■ Task brief ■
The answer must be a single number: how many lines in the entries hold the string "Pascal".

■ The records ■

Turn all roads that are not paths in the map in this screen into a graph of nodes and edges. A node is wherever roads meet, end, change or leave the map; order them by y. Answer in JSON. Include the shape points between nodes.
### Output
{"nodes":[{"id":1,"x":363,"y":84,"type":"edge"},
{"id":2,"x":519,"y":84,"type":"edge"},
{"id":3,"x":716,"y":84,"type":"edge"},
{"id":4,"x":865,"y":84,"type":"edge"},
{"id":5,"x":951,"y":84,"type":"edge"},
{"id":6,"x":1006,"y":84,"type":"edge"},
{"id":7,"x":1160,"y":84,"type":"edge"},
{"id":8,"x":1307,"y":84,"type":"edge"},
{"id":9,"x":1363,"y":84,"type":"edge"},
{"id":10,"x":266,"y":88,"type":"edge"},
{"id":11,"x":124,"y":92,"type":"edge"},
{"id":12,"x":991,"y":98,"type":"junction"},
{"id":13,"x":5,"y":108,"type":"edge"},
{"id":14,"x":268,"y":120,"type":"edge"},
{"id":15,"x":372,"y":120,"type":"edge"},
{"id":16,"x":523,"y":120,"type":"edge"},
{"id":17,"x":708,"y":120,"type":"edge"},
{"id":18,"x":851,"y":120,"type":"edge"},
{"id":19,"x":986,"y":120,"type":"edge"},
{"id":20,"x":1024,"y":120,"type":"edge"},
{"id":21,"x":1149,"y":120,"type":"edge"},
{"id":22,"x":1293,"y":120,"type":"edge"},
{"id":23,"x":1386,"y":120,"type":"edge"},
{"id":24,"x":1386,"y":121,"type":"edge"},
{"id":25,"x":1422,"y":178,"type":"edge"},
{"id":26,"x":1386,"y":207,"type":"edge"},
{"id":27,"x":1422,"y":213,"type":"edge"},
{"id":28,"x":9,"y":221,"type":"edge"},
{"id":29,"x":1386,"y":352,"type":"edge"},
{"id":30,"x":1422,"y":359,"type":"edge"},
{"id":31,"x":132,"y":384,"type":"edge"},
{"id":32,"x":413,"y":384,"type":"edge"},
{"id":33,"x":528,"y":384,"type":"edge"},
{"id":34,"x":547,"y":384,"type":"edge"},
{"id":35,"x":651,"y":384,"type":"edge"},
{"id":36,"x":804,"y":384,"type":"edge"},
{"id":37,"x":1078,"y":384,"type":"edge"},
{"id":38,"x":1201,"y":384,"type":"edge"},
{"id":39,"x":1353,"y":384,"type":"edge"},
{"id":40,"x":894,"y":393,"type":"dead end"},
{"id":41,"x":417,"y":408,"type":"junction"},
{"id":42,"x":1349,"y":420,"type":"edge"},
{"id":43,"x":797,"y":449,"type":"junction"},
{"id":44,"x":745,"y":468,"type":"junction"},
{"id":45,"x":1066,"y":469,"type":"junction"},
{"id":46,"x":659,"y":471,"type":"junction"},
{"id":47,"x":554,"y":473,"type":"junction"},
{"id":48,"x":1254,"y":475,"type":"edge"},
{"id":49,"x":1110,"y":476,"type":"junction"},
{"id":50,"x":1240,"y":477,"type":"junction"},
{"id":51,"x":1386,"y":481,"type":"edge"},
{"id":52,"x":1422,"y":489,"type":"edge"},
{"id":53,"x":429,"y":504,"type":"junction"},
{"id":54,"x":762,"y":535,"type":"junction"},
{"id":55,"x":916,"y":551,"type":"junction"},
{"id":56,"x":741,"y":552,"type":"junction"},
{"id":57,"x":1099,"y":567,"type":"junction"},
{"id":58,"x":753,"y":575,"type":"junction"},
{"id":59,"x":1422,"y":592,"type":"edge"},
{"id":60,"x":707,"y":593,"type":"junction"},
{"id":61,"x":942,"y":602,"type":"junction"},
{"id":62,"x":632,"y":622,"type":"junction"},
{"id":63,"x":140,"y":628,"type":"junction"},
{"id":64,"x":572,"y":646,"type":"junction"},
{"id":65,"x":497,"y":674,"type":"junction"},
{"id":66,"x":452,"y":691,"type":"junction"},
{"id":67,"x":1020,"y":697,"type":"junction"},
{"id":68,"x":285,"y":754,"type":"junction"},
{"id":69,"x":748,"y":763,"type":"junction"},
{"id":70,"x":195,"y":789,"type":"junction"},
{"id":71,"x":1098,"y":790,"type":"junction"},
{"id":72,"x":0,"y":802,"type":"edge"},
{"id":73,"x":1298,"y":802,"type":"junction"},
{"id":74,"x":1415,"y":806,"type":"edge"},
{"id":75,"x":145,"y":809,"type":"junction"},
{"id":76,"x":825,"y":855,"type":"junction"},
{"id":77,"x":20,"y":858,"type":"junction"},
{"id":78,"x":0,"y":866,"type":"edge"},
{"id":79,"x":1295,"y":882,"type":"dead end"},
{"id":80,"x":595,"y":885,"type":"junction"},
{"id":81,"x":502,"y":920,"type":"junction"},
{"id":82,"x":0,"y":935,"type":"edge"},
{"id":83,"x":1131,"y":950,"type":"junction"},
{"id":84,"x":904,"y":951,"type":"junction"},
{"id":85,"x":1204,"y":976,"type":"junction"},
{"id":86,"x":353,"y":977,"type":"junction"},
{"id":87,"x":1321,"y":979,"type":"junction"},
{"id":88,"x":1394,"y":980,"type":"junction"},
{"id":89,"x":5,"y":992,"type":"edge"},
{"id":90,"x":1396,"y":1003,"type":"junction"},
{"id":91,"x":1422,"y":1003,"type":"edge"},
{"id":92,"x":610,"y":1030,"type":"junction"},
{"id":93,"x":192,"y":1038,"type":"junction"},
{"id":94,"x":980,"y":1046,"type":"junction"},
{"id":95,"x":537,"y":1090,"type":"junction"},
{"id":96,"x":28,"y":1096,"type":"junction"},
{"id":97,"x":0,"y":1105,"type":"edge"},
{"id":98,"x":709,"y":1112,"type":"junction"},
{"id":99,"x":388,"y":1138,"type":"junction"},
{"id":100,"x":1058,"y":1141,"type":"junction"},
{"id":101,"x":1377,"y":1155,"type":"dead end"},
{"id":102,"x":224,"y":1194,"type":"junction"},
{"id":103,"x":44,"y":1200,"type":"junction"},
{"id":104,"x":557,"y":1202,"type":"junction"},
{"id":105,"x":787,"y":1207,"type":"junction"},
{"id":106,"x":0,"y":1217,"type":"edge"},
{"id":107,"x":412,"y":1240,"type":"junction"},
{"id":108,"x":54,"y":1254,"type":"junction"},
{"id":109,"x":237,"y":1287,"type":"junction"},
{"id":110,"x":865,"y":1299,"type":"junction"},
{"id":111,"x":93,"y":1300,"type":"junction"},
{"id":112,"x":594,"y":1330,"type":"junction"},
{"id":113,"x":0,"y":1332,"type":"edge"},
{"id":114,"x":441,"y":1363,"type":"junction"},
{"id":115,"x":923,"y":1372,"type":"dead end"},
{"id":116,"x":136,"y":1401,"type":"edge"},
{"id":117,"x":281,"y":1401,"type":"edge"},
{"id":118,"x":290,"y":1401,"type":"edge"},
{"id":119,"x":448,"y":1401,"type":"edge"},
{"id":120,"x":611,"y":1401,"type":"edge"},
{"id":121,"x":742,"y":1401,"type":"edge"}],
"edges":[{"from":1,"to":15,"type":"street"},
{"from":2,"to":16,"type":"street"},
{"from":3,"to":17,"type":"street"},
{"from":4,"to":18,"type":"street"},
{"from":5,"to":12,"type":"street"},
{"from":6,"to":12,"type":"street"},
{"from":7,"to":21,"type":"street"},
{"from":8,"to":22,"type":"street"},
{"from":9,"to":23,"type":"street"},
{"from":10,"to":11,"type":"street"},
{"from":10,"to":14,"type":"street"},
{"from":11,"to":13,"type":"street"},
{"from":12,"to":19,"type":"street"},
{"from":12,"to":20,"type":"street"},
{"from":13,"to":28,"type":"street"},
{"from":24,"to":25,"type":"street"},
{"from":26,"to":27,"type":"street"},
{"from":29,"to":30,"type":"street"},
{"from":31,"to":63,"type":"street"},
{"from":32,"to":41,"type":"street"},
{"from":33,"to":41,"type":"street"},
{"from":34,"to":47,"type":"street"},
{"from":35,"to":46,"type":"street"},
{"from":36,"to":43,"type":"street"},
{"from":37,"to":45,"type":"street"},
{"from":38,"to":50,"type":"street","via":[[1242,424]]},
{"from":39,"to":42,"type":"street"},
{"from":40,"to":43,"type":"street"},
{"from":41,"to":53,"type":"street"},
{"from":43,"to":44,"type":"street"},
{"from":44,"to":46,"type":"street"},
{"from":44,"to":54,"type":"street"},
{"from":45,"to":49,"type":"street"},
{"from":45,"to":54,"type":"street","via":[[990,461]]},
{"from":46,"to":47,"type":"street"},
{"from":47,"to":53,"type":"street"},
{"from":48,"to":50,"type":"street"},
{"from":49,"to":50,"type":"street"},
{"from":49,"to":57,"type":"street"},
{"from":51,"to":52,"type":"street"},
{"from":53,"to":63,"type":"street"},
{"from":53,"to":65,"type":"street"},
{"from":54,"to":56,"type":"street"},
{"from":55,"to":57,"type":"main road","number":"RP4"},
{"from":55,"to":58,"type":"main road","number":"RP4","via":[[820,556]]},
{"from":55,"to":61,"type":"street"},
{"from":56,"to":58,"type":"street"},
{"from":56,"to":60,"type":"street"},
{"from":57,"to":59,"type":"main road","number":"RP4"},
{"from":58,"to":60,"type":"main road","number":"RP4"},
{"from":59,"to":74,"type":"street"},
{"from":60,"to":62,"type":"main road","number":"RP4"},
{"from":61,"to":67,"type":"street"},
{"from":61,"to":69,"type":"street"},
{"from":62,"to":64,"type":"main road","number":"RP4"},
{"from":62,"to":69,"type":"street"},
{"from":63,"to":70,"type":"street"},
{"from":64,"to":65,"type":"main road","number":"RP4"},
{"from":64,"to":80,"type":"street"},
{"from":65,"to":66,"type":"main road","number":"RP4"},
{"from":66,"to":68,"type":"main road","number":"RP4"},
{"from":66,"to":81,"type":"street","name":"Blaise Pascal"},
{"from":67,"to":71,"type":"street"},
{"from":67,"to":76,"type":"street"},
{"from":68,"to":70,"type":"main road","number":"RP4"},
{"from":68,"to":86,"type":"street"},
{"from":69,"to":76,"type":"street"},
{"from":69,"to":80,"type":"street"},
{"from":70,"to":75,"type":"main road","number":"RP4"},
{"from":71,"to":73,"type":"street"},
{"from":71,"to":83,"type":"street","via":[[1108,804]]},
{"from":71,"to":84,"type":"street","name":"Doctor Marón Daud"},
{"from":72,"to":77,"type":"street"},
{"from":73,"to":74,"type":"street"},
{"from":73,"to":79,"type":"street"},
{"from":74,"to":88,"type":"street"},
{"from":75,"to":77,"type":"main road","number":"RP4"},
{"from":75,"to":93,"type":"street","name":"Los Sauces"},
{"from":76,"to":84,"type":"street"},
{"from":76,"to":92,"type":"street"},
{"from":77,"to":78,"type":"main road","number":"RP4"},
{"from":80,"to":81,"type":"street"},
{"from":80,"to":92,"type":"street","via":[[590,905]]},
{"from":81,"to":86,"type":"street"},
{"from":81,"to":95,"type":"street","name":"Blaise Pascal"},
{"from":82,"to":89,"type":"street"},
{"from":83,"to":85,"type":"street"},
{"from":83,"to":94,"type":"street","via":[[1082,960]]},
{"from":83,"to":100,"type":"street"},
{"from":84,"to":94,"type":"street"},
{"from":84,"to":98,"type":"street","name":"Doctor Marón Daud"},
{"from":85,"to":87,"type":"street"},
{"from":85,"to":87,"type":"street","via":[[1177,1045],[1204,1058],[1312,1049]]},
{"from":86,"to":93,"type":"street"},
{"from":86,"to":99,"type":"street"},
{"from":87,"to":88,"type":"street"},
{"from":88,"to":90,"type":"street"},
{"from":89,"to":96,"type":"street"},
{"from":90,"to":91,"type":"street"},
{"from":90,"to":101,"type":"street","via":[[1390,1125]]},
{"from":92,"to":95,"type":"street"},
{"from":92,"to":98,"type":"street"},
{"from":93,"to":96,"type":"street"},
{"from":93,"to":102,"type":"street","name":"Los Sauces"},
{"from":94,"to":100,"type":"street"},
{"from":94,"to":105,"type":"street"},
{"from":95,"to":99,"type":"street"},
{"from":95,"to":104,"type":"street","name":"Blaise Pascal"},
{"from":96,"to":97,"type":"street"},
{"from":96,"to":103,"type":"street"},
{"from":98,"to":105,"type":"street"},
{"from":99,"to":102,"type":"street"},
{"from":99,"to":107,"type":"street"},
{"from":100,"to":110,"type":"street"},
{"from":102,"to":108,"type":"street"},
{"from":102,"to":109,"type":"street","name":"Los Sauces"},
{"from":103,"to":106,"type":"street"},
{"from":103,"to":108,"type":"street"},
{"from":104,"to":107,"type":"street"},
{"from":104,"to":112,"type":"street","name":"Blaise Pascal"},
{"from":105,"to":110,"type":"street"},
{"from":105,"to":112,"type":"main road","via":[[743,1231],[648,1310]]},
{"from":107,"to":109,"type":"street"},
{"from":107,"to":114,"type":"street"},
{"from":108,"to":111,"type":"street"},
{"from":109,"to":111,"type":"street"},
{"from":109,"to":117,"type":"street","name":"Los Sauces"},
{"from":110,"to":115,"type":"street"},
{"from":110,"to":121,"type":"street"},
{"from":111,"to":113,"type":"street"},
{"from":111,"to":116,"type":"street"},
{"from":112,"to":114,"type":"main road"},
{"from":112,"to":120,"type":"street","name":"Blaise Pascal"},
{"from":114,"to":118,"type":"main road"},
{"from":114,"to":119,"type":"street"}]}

■ Answer to this task ■
5